● **What is required**
Without the pictures, give every record again exactly.

● **Task inputs**
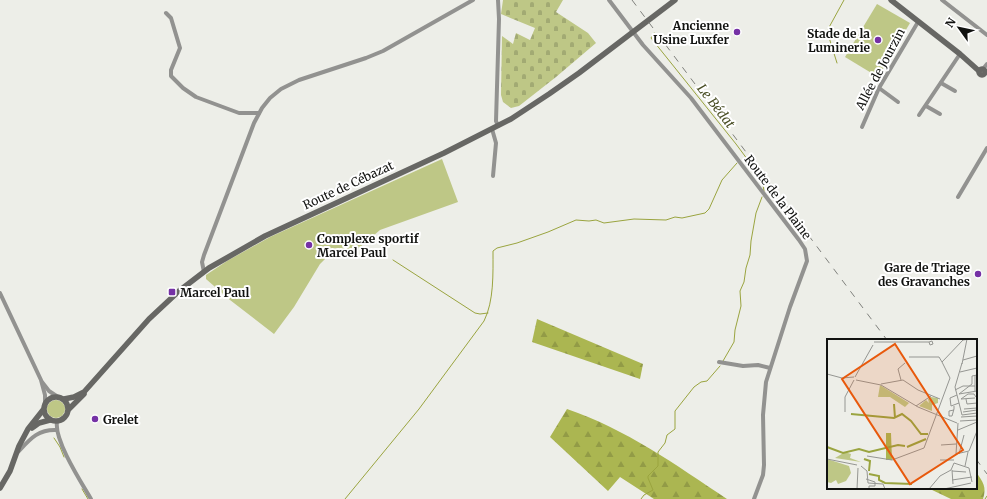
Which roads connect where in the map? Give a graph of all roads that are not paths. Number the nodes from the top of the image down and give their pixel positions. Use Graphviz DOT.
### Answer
graph roads {
  1 [pos="473,0"];
  2 [pos="498,0"];
  3 [pos="609,0"];
  4 [pos="675,0"];
  5 [pos="891,0"];
  6 [pos="896,0"];
  7 [pos="942,0"];
  8 [pos="166,13"];
  9 [pos="918,22"];
  10 [pos="633,32"];
  11 [pos="987,35"];
  12 [pos="960,54"];
  13 [pos="987,64"];
  14 [pos="983,72"];
  15 [pos="987,79"];
  16 [pos="941,83"];
  17 [pos="879,88"];
  18 [pos="954,91"];
  19 [pos="898,102"];
  20 [pos="926,106"];
  21 [pos="259,113"];
  22 [pos="940,114"];
  23 [pos="919,115"];
  24 [pos="862,127"];
  25 [pos="495,128"];
  26 [pos="987,148"];
  27 [pos="493,176"];
  28 [pos="958,197"];
  29 [pos="204,272"];
  30 [pos="0,293"];
  31 [pos="719,362"];
  32 [pos="770,368"];
  33 [pos="41,380"];
  34 [pos="92,383"];
  35 [pos="58,397"];
  36 [pos="64,399"];
  37 [pos="45,404"];
  38 [pos="69,409"];
  39 [pos="44,410"];
  40 [pos="50,420"];
  41 [pos="56,422"];
  42 [pos="57,430"];
  43 [pos="23,437"];
  44 [pos="15,455"];
  45 [pos="0,488"];
  46 [pos="91,499"];
  47 [pos="754,499"];
  1 -- 21 [label="street"];
  2 -- 25 [label="street"];
  3 -- 10 [label="street, Route de la Plaine"];
  4 -- 10 [label="main road, Route de Cébazat"];
  5 -- 9 [label="main road"];
  6 -- 14 [label="main road"];
  7 -- 11 [label="street"];
  8 -- 21 [label="street"];
  9 -- 12 [label="main road"];
  9 -- 17 [label="street, Allée de Jourzin"];
  10 -- 25 [label="main road, Route de Cébazat"];
  10 -- 32 [label="street, Route de la Plaine"];
  12 -- 14 [label="main road"];
  12 -- 16 [label="street"];
  13 -- 14 [label="street"];
  14 -- 15 [label="main road"];
  16 -- 18 [label="street"];
  16 -- 20 [label="street"];
  17 -- 19 [label="street"];
  17 -- 24 [label="street, Allée de Jourzin"];
  20 -- 22 [label="street"];
  20 -- 23 [label="street"];
  21 -- 29 [label="street"];
  25 -- 27 [label="street"];
  25 -- 29 [label="main road, Route de Cébazat"];
  26 -- 28 [label="street"];
  29 -- 34 [label="main road, Route de Cébazat"];
  30 -- 33 [label="street"];
  31 -- 32 [label="street"];
  32 -- 47 [label="street, Route de la Plaine"];
  33 -- 35 [label="street"];
  33 -- 37 [label="street"];
  34 -- 36 [label="main road, Route de Cébazat"];
  34 -- 38 [label="main road, Route de Cébazat"];
  35 -- 36 [label="main road"];
  35 -- 37 [label="main road"];
  36 -- 38 [label="main road"];
  37 -- 39 [label="main road"];
  38 -- 41 [label="main road"];
  39 -- 40 [label="main road"];
  39 -- 43 [label="main road"];
  40 -- 41 [label="main road"];
  40 -- 43 [label="main road"];
  41 -- 42 [label="street"];
  42 -- 44 [label="street"];
  42 -- 46 [label="street"];
  43 -- 44 [label="main road"];
  44 -- 45 [label="main road"];
}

● **Expected output**
Which roads connect where in the map? Give a graph of all roads that are not paths. Number the nodes from the top of the image down and give their pixel positions. Use Graphviz DOT.
### Answer
graph roads {
  1 [pos="473,0"];
  2 [pos="498,0"];
  3 [pos="609,0"];
  4 [pos="675,0"];
  5 [pos="891,0"];
  6 [pos="896,0"];
  7 [pos="942,0"];
  8 [pos="166,13"];
  9 [pos="918,22"];
  10 [pos="633,32"];
  11 [pos="987,35"];
  12 [pos="960,54"];
  13 [pos="987,64"];
  14 [pos="983,72"];
  15 [pos="987,79"];
  16 [pos="941,83"];
  17 [pos="879,88"];
  18 [pos="954,91"];
  19 [pos="898,102"];
  20 [pos="926,106"];
  21 [pos="259,113"];
  22 [pos="940,114"];
  23 [pos="919,115"];
  24 [pos="862,127"];
  25 [pos="495,128"];
  26 [pos="987,148"];
  27 [pos="493,176"];
  28 [pos="958,197"];
  29 [pos="204,272"];
  30 [pos="0,293"];
  31 [pos="719,362"];
  32 [pos="770,368"];
  33 [pos="41,380"];
  34 [pos="92,383"];
  35 [pos="58,397"];
  36 [pos="64,399"];
  37 [pos="45,404"];
  38 [pos="69,409"];
  39 [pos="44,410"];
  40 [pos="50,420"];
  41 [pos="56,422"];
  42 [pos="57,430"];
  43 [pos="23,437"];
  44 [pos="15,455"];
  45 [pos="0,488"];
  46 [pos="91,499"];
  47 [pos="754,499"];
  1 -- 21 [label="street"];
  2 -- 25 [label="street"];
  3 -- 10 [label="street, Route de la Plaine"];
  4 -- 10 [label="main road, Route de Cébazat"];
  5 -- 9 [label="main road"];
  6 -- 14 [label="main road"];
  7 -- 11 [label="street"];
  8 -- 21 [label="street"];
  9 -- 12 [label="main road"];
  9 -- 17 [label="street, Allée de Jourzin"];
  10 -- 25 [label="main road, Route de Cébazat"];
  10 -- 32 [label="street, Route de la Plaine"];
  12 -- 14 [label="main road"];
  12 -- 16 [label="street"];
  13 -- 14 [label="street"];
  14 -- 15 [label="main road"];
  16 -- 18 [label="street"];
  16 -- 20 [label="street"];
  17 -- 19 [label="street"];
  17 -- 24 [label="street, Allée de Jourzin"];
  20 -- 22 [label="street"];
  20 -- 23 [label="street"];
  21 -- 29 [label="street"];
  25 -- 27 [label="street"];
  25 -- 29 [label="main road, Route de Cébazat"];
  26 -- 28 [label="street"];
  29 -- 34 [label="main road, Route de Cébazat"];
  30 -- 33 [label="street"];
  31 -- 32 [label="street"];
  32 -- 47 [label="street, Route de la Plaine"];
  33 -- 35 [label="street"];
  33 -- 37 [label="street"];
  34 -- 36 [label="main road, Route de Cébazat"];
  34 -- 38 [label="main road, Route de Cébazat"];
  35 -- 36 [label="main road"];
  35 -- 37 [label="main road"];
  36 -- 38 [label="main road"];
  37 -- 39 [label="main road"];
  38 -- 41 [label="main road"];
  39 -- 40 [label="main road"];
  39 -- 43 [label="main road"];
  40 -- 41 [label="main road"];
  40 -- 43 [label="main road"];
  41 -- 42 [label="street"];
  42 -- 44 [label="street"];
  42 -- 46 [label="street"];
  43 -- 44 [label="main road"];
  44 -- 45 [label="main road"];
}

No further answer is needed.